結局×ついたままやるんだけど、それだとwgetもまともにできないし、セキュアじゃないってネットで言われているし、じゃぁどうすんのよ!!
ってなった時に、満を持して登場したのが、「Let's Encrypt」!
いろいろあって公開が何度か延期していたが、この度ようやく「Public Beta」となり、誰でも自由に使えるようになったので紹介します!
Lets Encryptとは?
公式HP:https://letsencrypt.org/
Github:https://github.com/letsencrypt/letsencrypt
Lets Encryptは無料の認証局で、誰でも簡単に使えて、かつ自動化ができます!

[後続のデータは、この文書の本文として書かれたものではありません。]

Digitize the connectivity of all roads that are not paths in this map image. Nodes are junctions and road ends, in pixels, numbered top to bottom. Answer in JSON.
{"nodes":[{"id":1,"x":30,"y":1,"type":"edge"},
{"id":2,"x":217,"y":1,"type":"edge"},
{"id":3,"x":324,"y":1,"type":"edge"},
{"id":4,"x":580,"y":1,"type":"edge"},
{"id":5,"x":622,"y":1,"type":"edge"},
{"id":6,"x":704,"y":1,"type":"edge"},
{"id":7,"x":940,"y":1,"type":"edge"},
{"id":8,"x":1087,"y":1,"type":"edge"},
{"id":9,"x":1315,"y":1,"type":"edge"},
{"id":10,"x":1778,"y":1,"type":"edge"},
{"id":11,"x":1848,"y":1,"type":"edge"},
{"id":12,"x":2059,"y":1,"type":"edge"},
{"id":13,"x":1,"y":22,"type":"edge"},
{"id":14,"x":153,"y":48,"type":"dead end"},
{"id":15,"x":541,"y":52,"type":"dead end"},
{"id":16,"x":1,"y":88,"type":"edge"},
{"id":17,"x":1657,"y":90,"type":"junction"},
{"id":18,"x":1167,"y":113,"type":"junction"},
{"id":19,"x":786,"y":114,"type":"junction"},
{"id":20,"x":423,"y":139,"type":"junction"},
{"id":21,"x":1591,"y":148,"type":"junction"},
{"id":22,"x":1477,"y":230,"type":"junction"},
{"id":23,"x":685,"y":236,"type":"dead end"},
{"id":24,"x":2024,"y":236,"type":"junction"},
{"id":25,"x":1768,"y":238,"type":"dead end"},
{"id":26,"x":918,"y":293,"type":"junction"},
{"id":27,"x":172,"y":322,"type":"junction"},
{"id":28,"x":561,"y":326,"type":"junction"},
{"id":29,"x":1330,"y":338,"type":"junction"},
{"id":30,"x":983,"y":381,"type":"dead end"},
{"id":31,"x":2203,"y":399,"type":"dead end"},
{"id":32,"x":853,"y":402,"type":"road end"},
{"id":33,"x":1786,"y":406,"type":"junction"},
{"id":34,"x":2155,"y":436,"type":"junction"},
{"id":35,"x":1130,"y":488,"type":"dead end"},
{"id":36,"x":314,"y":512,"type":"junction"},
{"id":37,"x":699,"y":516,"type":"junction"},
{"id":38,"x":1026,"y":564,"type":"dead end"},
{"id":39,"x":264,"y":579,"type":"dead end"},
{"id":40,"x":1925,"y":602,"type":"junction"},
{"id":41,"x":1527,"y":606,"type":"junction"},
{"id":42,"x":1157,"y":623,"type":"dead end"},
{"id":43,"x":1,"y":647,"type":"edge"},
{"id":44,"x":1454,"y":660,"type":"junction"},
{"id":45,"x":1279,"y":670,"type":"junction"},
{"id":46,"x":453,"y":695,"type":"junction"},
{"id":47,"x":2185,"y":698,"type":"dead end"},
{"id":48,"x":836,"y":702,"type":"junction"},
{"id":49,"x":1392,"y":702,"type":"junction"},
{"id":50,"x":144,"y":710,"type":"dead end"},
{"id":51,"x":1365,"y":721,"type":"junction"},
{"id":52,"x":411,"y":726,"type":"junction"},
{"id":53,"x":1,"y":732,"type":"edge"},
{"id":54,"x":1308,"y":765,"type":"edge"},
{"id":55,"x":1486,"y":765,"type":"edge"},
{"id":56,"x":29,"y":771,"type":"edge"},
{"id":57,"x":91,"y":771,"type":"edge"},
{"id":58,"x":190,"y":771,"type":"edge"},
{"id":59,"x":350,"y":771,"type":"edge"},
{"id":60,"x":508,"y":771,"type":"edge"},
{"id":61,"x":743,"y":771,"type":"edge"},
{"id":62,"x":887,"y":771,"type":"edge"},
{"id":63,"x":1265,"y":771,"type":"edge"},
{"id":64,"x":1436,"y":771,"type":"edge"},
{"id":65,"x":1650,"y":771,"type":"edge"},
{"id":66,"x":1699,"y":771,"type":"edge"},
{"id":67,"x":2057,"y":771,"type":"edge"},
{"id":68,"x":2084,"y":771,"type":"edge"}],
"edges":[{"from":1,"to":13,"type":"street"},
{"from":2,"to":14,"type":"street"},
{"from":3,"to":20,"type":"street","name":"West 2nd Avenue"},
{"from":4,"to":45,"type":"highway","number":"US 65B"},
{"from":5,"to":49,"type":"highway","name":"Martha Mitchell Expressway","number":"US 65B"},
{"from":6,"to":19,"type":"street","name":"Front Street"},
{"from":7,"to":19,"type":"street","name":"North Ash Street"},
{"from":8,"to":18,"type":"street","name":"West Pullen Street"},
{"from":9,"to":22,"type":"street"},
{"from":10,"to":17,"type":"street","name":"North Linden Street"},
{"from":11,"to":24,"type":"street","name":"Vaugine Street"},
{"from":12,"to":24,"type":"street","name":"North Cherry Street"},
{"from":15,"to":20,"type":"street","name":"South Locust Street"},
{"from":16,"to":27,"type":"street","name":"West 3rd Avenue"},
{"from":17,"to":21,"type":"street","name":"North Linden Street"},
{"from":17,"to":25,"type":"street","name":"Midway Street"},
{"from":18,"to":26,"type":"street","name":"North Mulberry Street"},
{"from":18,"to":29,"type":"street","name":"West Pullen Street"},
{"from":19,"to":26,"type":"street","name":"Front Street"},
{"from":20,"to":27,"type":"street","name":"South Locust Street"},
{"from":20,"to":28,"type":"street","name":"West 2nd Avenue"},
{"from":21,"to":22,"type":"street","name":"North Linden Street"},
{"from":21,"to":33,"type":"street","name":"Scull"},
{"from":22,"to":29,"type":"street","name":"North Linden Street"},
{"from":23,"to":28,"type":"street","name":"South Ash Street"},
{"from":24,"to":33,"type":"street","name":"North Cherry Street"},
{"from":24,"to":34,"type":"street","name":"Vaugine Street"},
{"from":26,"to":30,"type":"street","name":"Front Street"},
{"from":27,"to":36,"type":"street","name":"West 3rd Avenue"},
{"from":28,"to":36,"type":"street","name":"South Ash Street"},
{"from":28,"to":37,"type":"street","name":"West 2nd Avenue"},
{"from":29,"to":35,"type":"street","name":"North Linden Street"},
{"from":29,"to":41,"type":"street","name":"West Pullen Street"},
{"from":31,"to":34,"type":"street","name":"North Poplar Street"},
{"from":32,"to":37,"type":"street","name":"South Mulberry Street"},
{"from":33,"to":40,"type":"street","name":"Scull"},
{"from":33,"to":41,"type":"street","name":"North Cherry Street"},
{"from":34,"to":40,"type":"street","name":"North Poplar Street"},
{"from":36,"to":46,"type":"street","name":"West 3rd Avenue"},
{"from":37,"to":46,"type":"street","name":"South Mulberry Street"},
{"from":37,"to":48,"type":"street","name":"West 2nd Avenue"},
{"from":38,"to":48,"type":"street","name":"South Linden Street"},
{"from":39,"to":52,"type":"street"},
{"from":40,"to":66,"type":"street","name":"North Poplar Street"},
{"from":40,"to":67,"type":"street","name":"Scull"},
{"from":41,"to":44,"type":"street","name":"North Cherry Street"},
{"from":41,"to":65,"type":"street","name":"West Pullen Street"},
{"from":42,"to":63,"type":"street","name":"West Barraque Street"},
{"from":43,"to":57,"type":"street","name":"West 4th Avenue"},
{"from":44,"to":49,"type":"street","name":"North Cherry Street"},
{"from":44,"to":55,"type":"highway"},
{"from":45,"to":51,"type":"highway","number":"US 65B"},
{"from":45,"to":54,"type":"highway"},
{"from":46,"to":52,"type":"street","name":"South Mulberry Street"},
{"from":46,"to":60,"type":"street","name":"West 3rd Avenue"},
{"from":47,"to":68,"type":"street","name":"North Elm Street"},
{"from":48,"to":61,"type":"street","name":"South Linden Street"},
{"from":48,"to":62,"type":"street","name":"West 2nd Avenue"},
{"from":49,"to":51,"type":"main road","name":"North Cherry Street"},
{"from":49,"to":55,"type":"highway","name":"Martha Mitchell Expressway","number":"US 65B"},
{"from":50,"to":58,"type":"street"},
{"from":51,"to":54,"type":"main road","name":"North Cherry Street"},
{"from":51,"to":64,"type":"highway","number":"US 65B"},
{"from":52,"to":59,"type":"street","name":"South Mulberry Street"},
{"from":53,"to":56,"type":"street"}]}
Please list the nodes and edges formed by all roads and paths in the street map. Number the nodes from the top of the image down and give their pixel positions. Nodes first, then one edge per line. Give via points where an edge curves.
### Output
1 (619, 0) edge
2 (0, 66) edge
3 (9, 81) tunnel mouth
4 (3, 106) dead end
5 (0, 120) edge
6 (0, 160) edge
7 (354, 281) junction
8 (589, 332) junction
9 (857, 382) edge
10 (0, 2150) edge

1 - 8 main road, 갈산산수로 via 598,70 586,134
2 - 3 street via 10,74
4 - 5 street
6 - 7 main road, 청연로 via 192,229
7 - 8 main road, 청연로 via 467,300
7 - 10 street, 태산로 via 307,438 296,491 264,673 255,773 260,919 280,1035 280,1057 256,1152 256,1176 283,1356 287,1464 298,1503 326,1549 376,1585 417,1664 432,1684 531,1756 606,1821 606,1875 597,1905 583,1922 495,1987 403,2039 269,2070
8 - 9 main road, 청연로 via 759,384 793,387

Let’s Encrypt is a new Certificate Authority:
It’s free, automated, and open.
以下の順番で紹介していきたいと思います。
- ざくっとどんな感じ?
- プラグイン
- ケーススタディ
- 利用上の注意点
- 実際に使ってみる
- 成果物
ざくっとどんな感じ?
以下のような感じです。
- let's encryptクライアントが外部のサーバにアクセス
- 本家のサーバが、クライアントで指定されたドメインにHTTP(S)アクセス
- ドメインのアクセス先にいるWEBサーバが応答
- WEBサーバの応答が確認できたら、let's encryptクライアントに証明書送信
プラグイン
Plugin | Auth | Inst |
---|---|---|
apache | Y | Y |
standalone | Y | N |
webroot | Y | N |
manual | Y | N |
nginx | Y | Y |
今回は比較的情報の多い、「standalone」「webroot」を使用します。
ざくっと説明すると、以下の通りです。
プラグイン | 方法 |
---|---|
Stand Alone | 証明書の取得をlet's encrypt専用のWEBサーバで行う方法 |
Web Root | 証明書の取得を既存のWEBサーバ上で行う方法 |
それぞれのプラグインにはそれぞれの用途があります。
そちらを次に説明します。
こんな時はこのPlugin!
前提として、 ドメインの取得が必須です!
ドメインを取得していないサーバ(ローカルドメインやIP)には使用できません。
しかしローカルドメインも、同じ名前のドメインを取得していれば使用できます。
シンプルなパブリックサーバであれば、webrootで大丈夫ですが、ちょっと特殊な環境には stand aloneが有効かと思います。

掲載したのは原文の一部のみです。